Top of EXERCISE INPUT

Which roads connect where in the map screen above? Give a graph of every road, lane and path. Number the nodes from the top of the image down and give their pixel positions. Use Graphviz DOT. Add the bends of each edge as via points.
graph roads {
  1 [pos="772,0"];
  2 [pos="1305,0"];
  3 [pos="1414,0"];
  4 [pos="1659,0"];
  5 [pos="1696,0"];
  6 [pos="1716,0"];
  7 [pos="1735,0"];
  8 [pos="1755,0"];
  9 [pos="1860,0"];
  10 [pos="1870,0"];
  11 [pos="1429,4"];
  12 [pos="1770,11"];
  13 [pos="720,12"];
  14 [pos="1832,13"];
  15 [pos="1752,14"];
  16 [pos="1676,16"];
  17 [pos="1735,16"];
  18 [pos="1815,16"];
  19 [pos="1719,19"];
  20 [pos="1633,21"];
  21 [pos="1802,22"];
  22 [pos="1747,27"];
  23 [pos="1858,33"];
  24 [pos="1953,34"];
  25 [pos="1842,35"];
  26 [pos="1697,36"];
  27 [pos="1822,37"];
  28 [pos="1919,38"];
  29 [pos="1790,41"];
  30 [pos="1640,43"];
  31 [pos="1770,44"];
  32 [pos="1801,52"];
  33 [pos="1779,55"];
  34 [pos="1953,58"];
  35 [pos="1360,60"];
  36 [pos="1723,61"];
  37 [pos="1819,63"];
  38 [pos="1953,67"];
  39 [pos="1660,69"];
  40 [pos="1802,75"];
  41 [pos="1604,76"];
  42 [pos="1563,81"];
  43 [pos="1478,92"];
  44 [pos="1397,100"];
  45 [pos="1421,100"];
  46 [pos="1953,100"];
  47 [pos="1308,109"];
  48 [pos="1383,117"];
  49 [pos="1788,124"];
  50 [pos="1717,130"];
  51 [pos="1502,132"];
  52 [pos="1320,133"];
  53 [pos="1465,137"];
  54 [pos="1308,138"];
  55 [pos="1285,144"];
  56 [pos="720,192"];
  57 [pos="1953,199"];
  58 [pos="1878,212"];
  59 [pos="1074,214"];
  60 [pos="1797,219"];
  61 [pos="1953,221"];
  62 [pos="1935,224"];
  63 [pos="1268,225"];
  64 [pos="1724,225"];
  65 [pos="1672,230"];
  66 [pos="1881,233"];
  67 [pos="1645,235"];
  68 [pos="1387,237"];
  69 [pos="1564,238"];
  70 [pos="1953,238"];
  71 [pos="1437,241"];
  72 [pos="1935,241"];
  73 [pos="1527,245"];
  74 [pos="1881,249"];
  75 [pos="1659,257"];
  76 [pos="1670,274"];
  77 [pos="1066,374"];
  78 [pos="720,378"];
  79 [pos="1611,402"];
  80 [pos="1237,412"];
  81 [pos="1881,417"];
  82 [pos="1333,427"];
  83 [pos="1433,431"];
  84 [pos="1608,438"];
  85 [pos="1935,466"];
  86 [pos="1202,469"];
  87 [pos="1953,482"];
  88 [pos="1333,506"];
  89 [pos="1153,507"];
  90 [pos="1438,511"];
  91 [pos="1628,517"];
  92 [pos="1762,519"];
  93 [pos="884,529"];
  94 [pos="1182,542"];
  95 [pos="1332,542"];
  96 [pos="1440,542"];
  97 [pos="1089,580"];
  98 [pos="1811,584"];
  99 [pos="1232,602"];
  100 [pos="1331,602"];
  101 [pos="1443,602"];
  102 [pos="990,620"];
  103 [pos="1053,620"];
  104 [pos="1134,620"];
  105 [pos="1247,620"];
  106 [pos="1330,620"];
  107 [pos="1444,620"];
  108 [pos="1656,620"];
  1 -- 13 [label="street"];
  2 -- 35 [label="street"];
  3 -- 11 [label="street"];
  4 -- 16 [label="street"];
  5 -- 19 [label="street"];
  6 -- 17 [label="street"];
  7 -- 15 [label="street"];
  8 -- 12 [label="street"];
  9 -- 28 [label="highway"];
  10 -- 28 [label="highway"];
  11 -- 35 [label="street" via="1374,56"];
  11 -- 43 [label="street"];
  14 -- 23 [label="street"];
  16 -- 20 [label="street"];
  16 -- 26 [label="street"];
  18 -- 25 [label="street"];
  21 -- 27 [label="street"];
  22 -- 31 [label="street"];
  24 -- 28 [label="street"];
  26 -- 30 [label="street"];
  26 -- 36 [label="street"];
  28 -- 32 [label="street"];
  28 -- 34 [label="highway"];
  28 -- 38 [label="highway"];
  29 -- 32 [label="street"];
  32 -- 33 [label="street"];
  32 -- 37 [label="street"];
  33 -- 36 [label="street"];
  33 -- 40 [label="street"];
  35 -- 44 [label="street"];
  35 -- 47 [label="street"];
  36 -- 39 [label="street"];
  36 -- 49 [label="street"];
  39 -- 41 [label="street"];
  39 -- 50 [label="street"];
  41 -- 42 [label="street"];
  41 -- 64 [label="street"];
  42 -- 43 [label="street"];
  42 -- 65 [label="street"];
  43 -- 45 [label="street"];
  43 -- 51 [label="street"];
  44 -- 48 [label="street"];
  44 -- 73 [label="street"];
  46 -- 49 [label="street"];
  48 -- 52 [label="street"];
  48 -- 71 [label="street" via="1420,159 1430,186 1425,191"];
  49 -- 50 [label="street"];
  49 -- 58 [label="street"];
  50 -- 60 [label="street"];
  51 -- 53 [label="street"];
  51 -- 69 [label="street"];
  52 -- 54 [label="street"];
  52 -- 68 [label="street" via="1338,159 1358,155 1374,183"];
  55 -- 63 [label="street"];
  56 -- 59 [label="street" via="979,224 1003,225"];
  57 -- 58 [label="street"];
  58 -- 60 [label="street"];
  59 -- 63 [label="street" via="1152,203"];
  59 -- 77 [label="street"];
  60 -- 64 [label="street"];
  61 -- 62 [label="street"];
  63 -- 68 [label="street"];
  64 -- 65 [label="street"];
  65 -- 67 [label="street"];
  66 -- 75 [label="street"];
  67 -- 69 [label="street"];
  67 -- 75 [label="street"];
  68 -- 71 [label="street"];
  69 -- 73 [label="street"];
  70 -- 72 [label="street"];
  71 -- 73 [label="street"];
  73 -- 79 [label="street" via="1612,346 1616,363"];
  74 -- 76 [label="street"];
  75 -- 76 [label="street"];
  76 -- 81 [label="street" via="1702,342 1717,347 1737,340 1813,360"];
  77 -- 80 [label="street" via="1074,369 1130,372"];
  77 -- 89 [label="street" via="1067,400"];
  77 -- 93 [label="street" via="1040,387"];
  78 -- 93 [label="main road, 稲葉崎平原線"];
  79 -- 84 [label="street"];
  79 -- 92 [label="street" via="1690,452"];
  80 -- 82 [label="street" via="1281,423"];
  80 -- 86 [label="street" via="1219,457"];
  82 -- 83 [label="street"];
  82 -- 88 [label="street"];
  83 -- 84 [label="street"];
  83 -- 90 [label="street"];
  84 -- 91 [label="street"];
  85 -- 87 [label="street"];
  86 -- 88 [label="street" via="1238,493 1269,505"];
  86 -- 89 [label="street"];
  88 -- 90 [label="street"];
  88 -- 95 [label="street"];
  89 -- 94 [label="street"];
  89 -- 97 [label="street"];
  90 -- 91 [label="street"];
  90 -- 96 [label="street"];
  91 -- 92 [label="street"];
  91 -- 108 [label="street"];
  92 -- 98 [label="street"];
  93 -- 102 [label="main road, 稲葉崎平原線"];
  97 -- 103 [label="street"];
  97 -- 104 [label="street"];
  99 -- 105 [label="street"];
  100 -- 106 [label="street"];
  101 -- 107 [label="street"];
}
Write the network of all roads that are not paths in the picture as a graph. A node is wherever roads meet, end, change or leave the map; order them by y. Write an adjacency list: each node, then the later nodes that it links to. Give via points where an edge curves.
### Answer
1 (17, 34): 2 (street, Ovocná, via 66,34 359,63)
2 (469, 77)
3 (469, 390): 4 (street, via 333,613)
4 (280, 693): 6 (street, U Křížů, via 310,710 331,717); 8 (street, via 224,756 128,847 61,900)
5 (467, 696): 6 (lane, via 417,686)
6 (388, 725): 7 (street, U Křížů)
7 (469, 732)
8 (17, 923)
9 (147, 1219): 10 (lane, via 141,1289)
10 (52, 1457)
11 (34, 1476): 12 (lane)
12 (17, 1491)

Bottom of EXERCISE INPUT

→ REQUIRED ACTION: Whenever a line above contains "稲葉崎平原線", copy that line.

→ RESULT:
  78 -- 93 [label="main road, 稲葉崎平原線"];
  93 -- 102 [label="main road, 稲葉崎平原線"];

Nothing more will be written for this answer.